Ceil: But, some things remain true.

Joel: Maimonides would say all of this is a rationalization because we cannot understand God’s mind. When we read the text it appears to be as if God is human, but that is only to understand him better through a human framework.

Ethan: If God can see the past, present and future why is he always so surprised by what occurs and what people do?
Rabbi: The bigger picture is that the Babylonians are coming to wipe out the Judeans, meaning us. How do they understand the geo-political
situation in the context of God? How do they rationalize the moral situation as to why things happen?  We are always living in this tension between our moral actions bringing on Divine retribution and the issue of suffering if there is no communal or individual belief in God.

Julie: Crap just happens!

Ellen: I don’t think God is just going to destroy only the depraved. I believe he would kill moral atheists too just because they don’t believe in him.  If I don’t believe in God is it OK for God to kill me? Jeremiah is “quoting “God.

Joel: We can’t begin to understand God or to try and judge his ways. God kills as part of the natural order of things. That’s really why murder is forbidden to us and capital punishment is proscribed.

Bill: Jeremiah is not saying that God will punish all people. He is saying that those people who are part of the Covenant and have not fulfilled it will be punished.

Ellen: Wars did not occur because we worshipped other gods – they occurred because God directed us to kill others.

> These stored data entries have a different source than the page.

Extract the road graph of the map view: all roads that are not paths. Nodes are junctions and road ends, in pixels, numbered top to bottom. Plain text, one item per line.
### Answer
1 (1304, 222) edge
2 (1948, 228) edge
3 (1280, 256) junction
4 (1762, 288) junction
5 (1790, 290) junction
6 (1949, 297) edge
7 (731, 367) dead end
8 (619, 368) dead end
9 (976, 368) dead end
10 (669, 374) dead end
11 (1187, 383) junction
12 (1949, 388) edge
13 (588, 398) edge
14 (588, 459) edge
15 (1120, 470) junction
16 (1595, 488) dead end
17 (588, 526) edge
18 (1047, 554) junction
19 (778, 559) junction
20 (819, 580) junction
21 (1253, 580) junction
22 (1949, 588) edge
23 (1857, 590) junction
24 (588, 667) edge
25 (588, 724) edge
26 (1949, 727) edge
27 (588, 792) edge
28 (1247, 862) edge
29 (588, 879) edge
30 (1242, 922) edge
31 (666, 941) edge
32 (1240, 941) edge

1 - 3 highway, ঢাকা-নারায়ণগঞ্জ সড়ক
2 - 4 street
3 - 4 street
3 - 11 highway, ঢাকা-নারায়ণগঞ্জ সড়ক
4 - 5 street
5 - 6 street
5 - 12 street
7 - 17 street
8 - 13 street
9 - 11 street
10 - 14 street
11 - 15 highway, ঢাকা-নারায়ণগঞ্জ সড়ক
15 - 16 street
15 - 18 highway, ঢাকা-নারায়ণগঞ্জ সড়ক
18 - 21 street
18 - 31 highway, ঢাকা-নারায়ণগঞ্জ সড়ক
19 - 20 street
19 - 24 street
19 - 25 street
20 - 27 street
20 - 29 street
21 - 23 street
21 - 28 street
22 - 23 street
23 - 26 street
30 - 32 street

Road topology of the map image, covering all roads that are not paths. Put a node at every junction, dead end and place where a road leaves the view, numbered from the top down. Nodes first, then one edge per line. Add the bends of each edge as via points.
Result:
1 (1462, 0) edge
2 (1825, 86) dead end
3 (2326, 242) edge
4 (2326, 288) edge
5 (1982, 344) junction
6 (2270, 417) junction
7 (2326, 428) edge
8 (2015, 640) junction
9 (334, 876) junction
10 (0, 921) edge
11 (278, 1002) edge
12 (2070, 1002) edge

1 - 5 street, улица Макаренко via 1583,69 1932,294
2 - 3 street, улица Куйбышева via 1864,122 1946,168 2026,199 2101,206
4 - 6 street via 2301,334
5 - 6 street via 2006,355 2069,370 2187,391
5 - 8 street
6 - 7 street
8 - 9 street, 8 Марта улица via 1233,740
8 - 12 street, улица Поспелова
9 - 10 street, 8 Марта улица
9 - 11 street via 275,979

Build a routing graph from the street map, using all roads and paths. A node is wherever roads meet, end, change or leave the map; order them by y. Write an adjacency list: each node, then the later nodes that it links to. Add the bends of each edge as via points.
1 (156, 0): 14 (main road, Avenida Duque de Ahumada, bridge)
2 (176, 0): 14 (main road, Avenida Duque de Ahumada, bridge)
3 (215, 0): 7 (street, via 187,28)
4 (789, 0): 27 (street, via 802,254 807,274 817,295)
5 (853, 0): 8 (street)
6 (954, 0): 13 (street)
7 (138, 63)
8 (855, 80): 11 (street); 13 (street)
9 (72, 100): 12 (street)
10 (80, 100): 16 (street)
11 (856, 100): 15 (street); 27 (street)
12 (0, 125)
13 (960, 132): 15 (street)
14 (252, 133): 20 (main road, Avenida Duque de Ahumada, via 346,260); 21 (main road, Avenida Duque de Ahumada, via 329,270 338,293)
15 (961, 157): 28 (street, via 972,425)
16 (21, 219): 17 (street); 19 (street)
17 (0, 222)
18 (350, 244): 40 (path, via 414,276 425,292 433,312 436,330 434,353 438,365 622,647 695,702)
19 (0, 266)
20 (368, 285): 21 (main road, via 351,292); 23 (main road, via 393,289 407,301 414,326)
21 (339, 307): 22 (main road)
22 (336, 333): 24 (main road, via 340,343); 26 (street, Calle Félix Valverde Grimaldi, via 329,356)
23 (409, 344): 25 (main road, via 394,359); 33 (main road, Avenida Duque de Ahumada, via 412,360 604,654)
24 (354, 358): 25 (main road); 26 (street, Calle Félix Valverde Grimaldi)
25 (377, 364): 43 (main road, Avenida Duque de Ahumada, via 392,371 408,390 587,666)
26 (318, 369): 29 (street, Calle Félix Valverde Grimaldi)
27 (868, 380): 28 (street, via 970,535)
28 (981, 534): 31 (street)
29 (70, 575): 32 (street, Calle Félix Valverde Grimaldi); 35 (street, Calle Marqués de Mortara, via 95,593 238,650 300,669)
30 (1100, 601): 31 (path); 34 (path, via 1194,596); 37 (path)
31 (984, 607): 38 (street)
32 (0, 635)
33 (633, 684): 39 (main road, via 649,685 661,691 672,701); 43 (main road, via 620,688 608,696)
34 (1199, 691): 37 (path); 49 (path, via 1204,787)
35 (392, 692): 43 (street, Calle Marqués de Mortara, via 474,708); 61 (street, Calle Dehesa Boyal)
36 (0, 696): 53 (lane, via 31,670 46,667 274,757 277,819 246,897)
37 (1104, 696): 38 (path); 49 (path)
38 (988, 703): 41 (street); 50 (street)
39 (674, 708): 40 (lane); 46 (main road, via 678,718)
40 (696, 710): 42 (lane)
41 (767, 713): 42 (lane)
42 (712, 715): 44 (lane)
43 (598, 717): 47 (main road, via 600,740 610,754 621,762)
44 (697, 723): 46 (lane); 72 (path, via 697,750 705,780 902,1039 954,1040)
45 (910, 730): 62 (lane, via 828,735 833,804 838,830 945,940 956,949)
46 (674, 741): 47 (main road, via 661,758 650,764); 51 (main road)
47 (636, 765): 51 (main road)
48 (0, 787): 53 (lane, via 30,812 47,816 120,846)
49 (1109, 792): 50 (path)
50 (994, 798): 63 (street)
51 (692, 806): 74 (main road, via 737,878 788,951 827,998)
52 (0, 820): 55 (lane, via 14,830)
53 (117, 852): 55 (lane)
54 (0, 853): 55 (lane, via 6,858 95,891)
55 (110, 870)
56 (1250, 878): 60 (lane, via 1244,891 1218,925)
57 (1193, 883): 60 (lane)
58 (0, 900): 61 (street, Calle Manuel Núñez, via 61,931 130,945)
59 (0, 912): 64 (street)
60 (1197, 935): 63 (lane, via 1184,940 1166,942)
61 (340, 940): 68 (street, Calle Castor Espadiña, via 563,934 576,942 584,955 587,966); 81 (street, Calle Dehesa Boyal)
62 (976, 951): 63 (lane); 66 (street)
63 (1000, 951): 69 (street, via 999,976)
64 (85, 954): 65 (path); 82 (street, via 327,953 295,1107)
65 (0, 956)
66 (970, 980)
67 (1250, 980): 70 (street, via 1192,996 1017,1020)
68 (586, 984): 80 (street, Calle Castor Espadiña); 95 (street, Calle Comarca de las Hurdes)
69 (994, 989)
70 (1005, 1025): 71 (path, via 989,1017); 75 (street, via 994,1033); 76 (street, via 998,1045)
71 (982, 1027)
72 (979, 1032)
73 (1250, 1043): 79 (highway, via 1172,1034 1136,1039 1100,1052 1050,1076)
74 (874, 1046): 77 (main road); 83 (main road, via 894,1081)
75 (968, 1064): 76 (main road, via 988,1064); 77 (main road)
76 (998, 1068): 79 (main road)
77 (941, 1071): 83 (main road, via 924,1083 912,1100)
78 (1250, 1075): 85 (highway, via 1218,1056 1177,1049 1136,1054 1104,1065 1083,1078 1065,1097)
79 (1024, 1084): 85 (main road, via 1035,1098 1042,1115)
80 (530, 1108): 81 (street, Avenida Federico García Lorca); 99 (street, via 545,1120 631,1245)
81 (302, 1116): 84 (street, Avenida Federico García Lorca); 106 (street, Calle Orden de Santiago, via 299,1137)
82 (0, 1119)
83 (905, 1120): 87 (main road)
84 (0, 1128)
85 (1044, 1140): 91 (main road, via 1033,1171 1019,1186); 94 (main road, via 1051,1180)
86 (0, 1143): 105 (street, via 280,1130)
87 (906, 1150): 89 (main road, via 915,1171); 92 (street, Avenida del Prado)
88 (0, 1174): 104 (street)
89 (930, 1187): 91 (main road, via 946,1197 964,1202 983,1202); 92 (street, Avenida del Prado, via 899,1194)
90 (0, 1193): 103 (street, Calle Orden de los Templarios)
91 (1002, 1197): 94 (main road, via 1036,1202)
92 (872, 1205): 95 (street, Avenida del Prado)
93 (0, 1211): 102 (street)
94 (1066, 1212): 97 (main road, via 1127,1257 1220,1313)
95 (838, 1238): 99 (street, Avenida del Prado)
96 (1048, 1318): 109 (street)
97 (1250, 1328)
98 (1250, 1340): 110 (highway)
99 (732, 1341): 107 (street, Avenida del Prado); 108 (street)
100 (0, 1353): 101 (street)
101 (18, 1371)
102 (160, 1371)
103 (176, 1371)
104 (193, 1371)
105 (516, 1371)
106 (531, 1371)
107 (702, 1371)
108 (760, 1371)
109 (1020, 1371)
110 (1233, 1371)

God asked us to annihilate the Canaanites.

Joel: I know this sounds heretical, but the way God reveals himself as described in Genesis and Exodus to the Prophets changed over time. You can’t judge the Bronze Age God of Exodus against the moral teachings of Isaiah and Jeremiah. They conceive of God in related, but frankly more modern terms.
Ceil: God reveals different faces for different reasons
 
Jerry: Ellen’s point is valid. We feel bad reading all these stories about killing other people in the name of God. This is not moral behavior as we know it.

Ellen: It isn’t moral because God is not always moral.

Rabbi: Yes, it is hard to read this.  But there has never been an ideal world where all people lived in peace. The ancient world was harsh and difficult and we had to contextualize why we suffered. Our survival as a people was dependent upon group cohesion. The Babylonian Exile was one of the most significant traumas in our history and some of the Prophets played a significant role in trying to explain it so that the people, as a nation could come through it intact.
 
                                                   About Linen
The textile linen is made from the Flax plant. The oldest known sample is believed to be 36,000 years old. The mixing of linen with other fibers was considered forbidden in the Torah and is mentioned in Leviticus 19:19 and Deuteronomy 22:11. The Jewish historian Josephus suggested that this prohibition was meant to keep the common folk from wearing the official priestly garp. Garmets of mixed fibers were worn by" heathen priests" therefore, Jewish priests possibly used this as a way to seperate themselves from association with idolatry.